Running a command such as time dd if=/dev/zero of=/tmp/.wlog bs=4k count=50000 oflag=dsync status=progress && rm -f /tmp/.wlog should be giving you more than ~1.5 MB/s or better. Sometimes having all the abstraction layers from k8s or from a network storage.
Also it looks like you are constraining the performance of the database in many dimensions, this might be creating more issues than what it is solving.
Hi @Felipe thanks for the detailed insights - especially around disk and avoiding over-constraining the setup.
We did some additional testing on our side and noticed something concerning around memory usage with below query. I update my pod limit to 9GB and max_memory to 5GB.FYI, I’m using aspects version : 3.0.3.
For example:
SELECT * FROM reporting.fact_pageview_engagement LIMIT 1;
This query processed ~217K rows (~42 MB), but:
Peak memory usage: ~4.96 GiB
Eventually failed with:
MEMORY_LIMIT_EXCEEDED (limit set to 5 GiB)

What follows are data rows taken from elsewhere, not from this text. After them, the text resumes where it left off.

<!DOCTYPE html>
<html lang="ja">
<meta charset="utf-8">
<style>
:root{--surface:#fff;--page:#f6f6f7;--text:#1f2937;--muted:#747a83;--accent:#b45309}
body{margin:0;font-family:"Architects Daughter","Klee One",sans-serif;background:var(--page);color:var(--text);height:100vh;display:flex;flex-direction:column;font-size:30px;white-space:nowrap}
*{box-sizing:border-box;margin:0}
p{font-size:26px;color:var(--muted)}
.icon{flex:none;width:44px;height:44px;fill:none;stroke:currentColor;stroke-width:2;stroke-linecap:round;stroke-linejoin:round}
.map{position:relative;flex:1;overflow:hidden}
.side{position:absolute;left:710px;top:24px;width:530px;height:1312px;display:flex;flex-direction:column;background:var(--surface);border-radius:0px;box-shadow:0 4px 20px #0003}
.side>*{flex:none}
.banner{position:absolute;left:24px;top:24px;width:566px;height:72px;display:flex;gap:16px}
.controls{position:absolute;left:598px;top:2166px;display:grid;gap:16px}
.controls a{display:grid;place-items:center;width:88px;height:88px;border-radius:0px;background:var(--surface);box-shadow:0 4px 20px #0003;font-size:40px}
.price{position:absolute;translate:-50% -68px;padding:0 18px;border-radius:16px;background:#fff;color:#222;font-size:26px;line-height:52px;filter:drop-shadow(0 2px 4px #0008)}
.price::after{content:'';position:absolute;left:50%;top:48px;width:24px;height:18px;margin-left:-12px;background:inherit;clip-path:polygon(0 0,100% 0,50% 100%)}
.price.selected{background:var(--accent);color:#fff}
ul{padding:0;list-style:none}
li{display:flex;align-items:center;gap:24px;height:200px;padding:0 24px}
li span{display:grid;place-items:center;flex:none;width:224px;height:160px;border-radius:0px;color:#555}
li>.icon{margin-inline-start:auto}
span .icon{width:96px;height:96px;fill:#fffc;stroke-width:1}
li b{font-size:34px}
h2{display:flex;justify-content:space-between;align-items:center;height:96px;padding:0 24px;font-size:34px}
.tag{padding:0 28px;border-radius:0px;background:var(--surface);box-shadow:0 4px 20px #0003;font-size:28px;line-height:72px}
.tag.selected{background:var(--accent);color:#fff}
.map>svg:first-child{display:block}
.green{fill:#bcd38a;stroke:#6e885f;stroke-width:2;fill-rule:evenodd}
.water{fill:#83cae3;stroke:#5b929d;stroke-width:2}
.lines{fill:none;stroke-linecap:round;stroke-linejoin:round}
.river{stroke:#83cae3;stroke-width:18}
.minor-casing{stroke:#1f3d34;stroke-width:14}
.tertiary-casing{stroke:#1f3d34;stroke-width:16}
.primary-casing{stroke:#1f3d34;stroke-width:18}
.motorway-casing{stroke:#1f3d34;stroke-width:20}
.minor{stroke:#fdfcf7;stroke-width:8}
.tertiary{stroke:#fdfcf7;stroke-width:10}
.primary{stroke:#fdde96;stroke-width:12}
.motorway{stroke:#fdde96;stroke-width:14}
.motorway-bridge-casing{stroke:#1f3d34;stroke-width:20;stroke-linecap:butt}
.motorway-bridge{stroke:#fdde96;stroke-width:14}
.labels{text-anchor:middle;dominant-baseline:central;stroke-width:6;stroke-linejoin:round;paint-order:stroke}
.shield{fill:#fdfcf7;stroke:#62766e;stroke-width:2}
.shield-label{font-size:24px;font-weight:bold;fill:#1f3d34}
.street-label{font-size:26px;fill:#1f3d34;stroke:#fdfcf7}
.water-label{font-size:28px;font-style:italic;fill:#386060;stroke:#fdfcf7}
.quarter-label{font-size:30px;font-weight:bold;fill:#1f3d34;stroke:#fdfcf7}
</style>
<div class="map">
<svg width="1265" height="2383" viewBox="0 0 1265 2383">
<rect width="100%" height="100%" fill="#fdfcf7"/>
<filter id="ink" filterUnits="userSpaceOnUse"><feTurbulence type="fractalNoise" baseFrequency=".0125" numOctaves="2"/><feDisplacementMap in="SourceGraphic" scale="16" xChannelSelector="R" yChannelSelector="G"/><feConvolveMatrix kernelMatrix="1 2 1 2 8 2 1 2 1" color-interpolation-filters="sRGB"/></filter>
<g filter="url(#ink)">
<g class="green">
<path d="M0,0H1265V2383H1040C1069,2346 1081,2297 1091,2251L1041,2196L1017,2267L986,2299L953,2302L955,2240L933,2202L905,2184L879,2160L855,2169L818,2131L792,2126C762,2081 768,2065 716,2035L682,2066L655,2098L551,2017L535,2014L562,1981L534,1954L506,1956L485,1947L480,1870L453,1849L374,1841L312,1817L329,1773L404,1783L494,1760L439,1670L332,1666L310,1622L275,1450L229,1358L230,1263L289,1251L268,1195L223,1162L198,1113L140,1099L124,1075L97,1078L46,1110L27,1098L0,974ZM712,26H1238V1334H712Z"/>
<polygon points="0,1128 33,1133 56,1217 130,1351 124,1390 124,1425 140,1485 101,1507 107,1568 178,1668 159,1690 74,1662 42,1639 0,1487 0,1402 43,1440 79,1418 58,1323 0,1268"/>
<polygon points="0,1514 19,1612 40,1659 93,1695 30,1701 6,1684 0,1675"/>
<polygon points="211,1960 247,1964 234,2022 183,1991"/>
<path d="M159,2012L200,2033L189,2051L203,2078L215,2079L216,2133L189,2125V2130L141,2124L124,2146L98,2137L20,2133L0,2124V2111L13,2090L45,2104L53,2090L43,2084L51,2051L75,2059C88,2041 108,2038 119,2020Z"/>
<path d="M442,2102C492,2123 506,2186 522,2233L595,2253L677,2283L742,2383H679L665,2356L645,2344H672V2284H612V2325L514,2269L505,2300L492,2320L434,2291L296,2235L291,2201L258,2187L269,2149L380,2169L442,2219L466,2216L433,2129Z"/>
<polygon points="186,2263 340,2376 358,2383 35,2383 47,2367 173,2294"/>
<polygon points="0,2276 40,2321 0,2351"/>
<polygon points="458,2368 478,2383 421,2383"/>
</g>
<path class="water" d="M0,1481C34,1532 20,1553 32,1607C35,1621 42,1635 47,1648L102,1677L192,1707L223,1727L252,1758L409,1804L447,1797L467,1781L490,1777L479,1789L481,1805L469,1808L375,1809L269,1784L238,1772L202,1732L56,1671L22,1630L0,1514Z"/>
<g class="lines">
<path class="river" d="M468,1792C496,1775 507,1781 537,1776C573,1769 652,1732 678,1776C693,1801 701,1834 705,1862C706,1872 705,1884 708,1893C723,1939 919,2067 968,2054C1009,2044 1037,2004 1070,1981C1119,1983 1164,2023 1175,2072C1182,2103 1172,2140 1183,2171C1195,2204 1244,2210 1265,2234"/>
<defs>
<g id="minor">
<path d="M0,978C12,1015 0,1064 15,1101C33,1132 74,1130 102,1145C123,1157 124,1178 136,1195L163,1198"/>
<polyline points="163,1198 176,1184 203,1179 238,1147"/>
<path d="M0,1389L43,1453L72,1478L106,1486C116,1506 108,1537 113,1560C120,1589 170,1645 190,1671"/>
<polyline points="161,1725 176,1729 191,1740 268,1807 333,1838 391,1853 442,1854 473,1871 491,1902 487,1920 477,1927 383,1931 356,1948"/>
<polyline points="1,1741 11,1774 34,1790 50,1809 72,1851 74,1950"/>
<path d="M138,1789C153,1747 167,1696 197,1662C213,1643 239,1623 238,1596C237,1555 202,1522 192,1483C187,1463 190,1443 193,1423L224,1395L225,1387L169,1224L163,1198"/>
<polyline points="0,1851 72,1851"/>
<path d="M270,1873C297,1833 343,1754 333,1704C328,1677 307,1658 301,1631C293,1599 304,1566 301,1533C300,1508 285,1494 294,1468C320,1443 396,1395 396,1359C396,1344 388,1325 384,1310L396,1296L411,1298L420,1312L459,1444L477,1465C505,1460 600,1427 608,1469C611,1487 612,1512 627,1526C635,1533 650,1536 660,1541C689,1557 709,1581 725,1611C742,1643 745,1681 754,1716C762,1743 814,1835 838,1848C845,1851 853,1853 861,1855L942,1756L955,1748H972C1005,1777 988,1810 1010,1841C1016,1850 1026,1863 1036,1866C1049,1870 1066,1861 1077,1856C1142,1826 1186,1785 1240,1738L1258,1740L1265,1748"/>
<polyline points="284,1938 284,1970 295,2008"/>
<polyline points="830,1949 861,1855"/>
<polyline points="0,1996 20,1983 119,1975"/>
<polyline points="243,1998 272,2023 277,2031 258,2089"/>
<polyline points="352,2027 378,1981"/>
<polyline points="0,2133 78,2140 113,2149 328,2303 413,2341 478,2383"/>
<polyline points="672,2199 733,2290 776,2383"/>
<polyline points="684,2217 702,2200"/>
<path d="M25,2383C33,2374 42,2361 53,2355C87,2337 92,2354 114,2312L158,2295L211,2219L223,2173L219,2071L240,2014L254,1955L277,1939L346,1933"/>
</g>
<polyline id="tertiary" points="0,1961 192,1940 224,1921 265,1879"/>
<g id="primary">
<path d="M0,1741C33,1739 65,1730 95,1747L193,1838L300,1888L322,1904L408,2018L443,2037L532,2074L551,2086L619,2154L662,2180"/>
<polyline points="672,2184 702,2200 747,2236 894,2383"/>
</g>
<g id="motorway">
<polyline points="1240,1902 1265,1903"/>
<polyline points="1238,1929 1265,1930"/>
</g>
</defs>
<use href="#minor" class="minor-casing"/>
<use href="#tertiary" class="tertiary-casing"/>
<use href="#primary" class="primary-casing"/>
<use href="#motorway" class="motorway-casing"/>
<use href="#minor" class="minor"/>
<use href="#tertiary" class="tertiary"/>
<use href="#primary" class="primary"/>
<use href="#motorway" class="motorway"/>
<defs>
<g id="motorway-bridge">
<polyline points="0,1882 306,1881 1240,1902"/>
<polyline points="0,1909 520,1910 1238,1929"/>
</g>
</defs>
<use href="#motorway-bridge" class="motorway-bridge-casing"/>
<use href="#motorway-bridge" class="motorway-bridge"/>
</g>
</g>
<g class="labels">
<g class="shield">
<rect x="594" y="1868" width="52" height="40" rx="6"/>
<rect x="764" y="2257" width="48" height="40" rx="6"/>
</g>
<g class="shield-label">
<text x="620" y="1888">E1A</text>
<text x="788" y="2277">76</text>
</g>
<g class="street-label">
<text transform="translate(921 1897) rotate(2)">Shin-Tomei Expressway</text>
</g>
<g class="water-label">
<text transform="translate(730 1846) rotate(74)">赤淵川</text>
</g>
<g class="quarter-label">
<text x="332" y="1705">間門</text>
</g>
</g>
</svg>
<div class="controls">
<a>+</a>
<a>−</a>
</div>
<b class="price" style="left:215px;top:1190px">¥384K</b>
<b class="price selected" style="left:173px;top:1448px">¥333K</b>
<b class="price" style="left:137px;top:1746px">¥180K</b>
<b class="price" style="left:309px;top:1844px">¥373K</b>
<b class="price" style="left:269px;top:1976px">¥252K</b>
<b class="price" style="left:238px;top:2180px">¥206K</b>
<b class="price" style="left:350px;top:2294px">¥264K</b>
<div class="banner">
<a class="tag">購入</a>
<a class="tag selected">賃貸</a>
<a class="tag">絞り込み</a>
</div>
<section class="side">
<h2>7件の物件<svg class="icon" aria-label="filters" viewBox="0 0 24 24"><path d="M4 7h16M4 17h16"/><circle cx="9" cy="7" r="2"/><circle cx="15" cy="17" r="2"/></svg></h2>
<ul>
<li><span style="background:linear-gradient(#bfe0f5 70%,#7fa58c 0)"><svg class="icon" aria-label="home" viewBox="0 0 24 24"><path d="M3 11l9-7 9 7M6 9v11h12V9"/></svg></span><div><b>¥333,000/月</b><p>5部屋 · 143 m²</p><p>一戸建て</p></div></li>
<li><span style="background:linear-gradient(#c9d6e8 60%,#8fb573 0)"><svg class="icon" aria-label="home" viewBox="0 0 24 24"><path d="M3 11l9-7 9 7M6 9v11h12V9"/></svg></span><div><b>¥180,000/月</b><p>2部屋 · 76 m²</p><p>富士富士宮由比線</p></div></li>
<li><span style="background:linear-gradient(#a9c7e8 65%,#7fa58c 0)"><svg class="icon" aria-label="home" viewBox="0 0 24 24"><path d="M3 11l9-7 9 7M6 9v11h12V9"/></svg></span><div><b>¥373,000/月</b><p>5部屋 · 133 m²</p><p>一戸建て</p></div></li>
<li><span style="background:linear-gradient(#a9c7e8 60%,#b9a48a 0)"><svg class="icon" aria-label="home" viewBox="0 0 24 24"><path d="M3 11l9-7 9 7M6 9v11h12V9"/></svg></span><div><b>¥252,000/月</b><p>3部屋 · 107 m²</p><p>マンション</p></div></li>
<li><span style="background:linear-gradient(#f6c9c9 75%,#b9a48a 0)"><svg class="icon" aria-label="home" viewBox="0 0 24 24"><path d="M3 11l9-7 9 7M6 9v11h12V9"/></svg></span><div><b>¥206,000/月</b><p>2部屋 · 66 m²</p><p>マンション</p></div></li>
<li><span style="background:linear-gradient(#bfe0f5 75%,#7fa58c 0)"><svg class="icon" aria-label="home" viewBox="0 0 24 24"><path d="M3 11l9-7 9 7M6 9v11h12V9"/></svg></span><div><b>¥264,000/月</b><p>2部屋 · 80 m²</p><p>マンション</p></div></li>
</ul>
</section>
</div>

Failure occurred during JoiningTransform
This seems unusually high for such a small dataset, especially given that:
Overall pod memory limit is 9Gi
So I’m trying to understand:
Why would such query trigger ~5GB memory usage?
Could this be related to how joins are executed in ClickHouse (e.g., full in-memory joins)?
Is aspects generating queries or schemas that are particularly memory-intensive?
Are there recommended settings to control join memory usage more aggressively?
Also, your point about Kubernetes overhead and storage is interesting - we haven’t yet benchmarked disk throughput inside the pod, so we’ll look it next.
We’ll also take a look at using Vector as the ingestion pipeline as suggested.
Any guidance on the join-related memory behavior (or tuning for aspects workloads specifically) would be really helpful.
In your example, fact_pageview_engagement is a view within ClickHouse, so when you run that select query, ClickHouse is actually querying fact_navigation_completion which is also a view selecting from navigation_events… We try to balance views vs tables so both inserts (when events are created) and selects (for the dashboards) are as efficient as possible.
We try to make sure the dashboards load in a reasonable amount of time with a large amount of data - are you seeing issues in Superset?